The notion that a TFSA is a (foreign) trust has always had me scratching my head.
And Phil Hodgen goes on to great length to say that they are *mostly* not.
For 2 out of 3 types of TFSA he says with confidence that they are not foreign trusts. For the 3rd type he’s not definitive:
So, it’s not a definitive statement that TFSAs are not foreign trusts, and as usual with this crap, do your own diligence and make an informed decision that you are comfortable with.
I may be mistaken but I believe I have read somewhere that the IRS started processing the streamlined applications recently . And since many applicants were not providing enough info to support the certification, they enhanced the information required to prove non-willfulness in their FAQ.
That certification seems scary to me.
This is the latest I’ve seen re the current Streamlined – with the usual caveat that posting it here isn’t an endorsement or advice;
http://blogs.angloinfo.com/us-tax/2016/02/17/streamlined-foreign-offshore-latest-scoop/
Interesting. Foreign Streamlined has become much more formalized. It does sound like the IRS is getting stricter with it. Having said that, it would be counter-productive to get stricter with Foreign Streamlined and not do likewise with “quiet disclosures”.
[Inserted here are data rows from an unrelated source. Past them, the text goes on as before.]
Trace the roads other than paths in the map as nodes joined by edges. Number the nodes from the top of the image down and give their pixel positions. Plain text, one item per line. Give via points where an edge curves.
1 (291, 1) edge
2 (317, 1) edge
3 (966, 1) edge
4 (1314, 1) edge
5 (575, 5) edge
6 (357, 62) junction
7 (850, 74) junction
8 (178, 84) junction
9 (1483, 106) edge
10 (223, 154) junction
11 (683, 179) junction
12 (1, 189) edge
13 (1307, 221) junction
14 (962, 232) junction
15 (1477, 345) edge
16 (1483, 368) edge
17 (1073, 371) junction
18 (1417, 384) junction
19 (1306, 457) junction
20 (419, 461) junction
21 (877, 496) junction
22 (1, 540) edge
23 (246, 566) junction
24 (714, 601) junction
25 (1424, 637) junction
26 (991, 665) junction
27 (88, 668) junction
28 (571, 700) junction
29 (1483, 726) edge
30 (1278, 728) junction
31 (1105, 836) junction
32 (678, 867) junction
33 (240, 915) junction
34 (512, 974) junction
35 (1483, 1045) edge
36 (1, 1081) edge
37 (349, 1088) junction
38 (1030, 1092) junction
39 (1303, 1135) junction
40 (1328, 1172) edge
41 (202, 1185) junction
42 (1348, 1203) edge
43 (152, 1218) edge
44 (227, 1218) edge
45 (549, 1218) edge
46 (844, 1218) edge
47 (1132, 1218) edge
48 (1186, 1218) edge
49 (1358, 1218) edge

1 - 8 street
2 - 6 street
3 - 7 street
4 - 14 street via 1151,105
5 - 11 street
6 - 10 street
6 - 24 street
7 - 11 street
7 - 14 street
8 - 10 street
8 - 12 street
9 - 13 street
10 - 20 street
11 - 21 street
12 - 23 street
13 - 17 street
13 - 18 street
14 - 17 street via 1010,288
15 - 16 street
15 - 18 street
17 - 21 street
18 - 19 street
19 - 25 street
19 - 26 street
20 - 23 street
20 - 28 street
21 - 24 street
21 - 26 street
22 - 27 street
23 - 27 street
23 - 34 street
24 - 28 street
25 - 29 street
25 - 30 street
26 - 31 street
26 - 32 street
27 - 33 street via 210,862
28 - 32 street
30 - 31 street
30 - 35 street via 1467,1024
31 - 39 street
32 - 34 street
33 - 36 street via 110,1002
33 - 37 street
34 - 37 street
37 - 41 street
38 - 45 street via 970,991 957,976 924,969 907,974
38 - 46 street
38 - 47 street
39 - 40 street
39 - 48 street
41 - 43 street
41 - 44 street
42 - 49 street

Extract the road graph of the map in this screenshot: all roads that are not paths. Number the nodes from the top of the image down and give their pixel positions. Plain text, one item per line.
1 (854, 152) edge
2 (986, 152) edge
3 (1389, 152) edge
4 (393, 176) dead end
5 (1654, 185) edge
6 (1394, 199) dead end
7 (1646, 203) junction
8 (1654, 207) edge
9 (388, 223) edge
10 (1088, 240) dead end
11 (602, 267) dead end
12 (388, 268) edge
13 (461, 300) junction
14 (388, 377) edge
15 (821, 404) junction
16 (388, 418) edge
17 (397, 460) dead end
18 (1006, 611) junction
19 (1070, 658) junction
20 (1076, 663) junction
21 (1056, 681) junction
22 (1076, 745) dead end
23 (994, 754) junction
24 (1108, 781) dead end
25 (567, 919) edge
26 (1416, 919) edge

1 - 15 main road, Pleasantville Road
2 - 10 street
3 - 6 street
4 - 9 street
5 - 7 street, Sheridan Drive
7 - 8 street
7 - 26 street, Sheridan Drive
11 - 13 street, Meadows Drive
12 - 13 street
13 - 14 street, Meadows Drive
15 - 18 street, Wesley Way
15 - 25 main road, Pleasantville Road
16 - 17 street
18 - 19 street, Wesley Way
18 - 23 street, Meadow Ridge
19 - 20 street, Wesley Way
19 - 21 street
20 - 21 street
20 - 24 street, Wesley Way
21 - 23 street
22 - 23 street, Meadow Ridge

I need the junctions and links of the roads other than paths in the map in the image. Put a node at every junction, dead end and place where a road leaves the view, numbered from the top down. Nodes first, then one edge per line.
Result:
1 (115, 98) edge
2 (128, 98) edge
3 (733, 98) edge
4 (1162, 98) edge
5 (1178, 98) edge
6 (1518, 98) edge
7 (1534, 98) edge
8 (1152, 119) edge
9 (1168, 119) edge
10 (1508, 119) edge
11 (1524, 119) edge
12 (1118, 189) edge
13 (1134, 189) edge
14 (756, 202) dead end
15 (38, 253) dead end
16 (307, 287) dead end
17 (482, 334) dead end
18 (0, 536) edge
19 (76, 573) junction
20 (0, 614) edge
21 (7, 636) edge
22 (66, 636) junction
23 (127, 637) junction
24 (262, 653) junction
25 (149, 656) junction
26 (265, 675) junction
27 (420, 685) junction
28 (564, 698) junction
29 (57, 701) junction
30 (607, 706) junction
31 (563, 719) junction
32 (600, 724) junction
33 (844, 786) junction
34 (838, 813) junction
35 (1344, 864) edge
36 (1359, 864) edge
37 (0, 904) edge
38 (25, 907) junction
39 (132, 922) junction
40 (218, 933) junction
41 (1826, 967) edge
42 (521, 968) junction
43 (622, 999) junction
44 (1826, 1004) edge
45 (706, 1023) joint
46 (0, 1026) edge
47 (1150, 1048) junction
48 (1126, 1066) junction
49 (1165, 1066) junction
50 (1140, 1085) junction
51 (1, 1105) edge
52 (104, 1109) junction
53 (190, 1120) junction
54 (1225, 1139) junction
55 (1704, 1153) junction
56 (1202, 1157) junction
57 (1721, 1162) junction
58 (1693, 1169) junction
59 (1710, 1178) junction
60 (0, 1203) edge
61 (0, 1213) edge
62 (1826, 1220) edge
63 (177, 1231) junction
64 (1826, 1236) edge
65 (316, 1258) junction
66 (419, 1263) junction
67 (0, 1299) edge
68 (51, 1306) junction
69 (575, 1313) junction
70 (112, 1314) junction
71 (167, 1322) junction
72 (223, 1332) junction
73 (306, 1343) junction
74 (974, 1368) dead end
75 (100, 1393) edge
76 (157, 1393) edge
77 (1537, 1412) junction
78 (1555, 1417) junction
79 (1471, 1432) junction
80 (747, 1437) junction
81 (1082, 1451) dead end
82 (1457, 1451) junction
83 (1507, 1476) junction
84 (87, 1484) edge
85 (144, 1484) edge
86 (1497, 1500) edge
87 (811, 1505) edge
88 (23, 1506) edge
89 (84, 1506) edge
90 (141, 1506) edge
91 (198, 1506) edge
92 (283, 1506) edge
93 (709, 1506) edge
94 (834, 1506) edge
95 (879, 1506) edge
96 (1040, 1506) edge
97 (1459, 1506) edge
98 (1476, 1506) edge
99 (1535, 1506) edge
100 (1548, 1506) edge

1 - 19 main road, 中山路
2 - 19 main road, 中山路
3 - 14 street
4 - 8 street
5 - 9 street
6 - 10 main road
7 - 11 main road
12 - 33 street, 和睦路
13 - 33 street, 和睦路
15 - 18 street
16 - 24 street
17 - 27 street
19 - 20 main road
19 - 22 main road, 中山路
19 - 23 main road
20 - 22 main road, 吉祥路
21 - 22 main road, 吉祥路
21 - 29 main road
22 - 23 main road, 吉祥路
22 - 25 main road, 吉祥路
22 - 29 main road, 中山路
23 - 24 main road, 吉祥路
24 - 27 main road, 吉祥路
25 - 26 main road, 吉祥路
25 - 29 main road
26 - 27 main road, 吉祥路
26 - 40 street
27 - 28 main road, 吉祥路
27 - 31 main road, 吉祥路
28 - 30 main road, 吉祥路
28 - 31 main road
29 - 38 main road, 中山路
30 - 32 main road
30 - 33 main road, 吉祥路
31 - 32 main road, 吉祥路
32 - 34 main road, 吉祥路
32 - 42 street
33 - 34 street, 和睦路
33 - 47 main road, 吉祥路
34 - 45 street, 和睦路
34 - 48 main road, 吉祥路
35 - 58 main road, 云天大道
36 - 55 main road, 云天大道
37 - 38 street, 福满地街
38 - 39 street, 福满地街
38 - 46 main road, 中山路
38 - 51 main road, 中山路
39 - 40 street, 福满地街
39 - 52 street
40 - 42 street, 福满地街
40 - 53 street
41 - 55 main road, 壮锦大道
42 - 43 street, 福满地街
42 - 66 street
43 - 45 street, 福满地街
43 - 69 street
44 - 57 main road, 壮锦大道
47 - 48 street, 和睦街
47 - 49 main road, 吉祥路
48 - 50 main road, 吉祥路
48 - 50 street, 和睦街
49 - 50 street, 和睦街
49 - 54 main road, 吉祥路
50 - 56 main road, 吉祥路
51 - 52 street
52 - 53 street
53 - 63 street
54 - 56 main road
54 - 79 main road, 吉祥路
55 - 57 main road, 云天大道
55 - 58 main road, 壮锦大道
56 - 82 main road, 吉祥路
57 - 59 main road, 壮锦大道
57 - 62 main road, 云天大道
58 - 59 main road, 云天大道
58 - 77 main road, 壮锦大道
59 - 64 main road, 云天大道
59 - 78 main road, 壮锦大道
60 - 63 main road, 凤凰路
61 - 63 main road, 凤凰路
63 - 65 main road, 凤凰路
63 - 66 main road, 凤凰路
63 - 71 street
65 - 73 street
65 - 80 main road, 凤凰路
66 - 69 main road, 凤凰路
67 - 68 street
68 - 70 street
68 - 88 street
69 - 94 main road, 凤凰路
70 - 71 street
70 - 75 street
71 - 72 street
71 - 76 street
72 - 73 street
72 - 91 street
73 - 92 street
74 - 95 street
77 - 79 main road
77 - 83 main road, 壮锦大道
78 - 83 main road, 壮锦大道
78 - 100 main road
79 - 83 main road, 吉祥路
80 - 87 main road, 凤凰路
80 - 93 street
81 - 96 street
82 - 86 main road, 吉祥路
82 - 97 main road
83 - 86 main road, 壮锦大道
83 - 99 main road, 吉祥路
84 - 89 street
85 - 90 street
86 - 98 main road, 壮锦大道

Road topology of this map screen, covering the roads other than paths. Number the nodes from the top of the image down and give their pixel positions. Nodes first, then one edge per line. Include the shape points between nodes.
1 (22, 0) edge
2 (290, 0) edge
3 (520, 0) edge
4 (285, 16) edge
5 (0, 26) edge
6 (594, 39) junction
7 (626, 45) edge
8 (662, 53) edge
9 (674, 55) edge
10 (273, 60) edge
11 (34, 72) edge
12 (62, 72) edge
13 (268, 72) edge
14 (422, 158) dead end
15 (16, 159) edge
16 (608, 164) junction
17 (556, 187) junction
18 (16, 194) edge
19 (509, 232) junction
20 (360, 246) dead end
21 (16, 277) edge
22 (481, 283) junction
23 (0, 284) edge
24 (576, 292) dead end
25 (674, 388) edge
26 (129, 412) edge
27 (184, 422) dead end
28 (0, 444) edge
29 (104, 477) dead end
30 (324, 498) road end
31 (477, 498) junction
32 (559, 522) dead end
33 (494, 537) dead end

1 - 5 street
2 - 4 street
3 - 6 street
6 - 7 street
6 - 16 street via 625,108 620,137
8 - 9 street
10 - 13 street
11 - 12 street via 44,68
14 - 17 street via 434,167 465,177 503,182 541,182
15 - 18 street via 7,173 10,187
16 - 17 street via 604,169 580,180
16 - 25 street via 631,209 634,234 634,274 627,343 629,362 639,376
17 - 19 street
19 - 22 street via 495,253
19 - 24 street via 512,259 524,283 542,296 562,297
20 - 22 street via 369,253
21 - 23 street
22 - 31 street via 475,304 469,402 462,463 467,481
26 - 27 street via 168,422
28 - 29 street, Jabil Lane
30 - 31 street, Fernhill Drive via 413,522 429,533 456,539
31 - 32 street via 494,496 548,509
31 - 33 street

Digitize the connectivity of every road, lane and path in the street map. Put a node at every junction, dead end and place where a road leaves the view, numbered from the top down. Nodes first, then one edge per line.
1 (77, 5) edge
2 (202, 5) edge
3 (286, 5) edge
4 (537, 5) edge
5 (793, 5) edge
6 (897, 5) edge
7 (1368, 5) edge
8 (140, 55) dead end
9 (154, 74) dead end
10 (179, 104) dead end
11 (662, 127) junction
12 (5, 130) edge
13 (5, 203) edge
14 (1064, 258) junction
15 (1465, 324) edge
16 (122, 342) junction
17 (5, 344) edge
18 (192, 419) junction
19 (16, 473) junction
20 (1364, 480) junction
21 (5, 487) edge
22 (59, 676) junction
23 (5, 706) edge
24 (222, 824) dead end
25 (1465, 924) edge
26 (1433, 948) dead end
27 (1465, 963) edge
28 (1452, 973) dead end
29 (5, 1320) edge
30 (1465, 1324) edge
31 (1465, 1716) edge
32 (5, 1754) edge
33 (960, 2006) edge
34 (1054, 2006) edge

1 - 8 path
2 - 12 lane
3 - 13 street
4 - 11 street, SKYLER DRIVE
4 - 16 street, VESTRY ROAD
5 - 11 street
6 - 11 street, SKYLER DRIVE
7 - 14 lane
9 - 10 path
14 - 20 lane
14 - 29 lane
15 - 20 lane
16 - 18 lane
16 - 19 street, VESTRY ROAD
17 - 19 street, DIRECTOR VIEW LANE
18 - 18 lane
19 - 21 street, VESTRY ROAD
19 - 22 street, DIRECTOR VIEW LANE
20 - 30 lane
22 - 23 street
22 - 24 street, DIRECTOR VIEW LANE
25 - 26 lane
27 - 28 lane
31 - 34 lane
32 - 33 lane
Nonetheless, anyone who is genuinely non-willful (or not provably willful?) should be OK; although admittedly the longer times passes, the harder it would be to claim non-willfulness.
FWIW, here’s Phil Hodgen’s article on TFSAs: http://hodgen.com/canadian-tfsas-and-the-certification-test/
Hi everyone. Hoping someone may be able to shed some light on the following.
Do only ‘US persons for taxpayer purposes’ have social security numbers?
More specifically, is it possible to acquire a SSN for the sole purpose of collecting spousal social security benefits as a non-resident alien?
@AnonForAReason – The FBU at the London Embassy told me my ex-spouse would not need to have a SSN to apply for ex-spousal benefits. I don’t think he ever did because it was a small benefit, hardly worth the trouble, but that’s what I was told about the SSN.
AnonForAReason@
I think what you are looking for here is an ITIN number. This is the only US tax ID available to non-resident aliens, and appears to be usable most places where an SSN is normally used. I don’t know offhand if an ITIN would work for your specific use case.
To answer your more general question, it’s certainly possible to have an SSN yet not be a ‘US person for tax purposes’. Anyone who has in the past worked temporarily in the US on, say, an H1-B visa will have one, as will anyone who has surrendered a green card or renounced US citizenship. All of these categories of folk are no longer ‘US persons for tax purposes’, but the SSN is for life.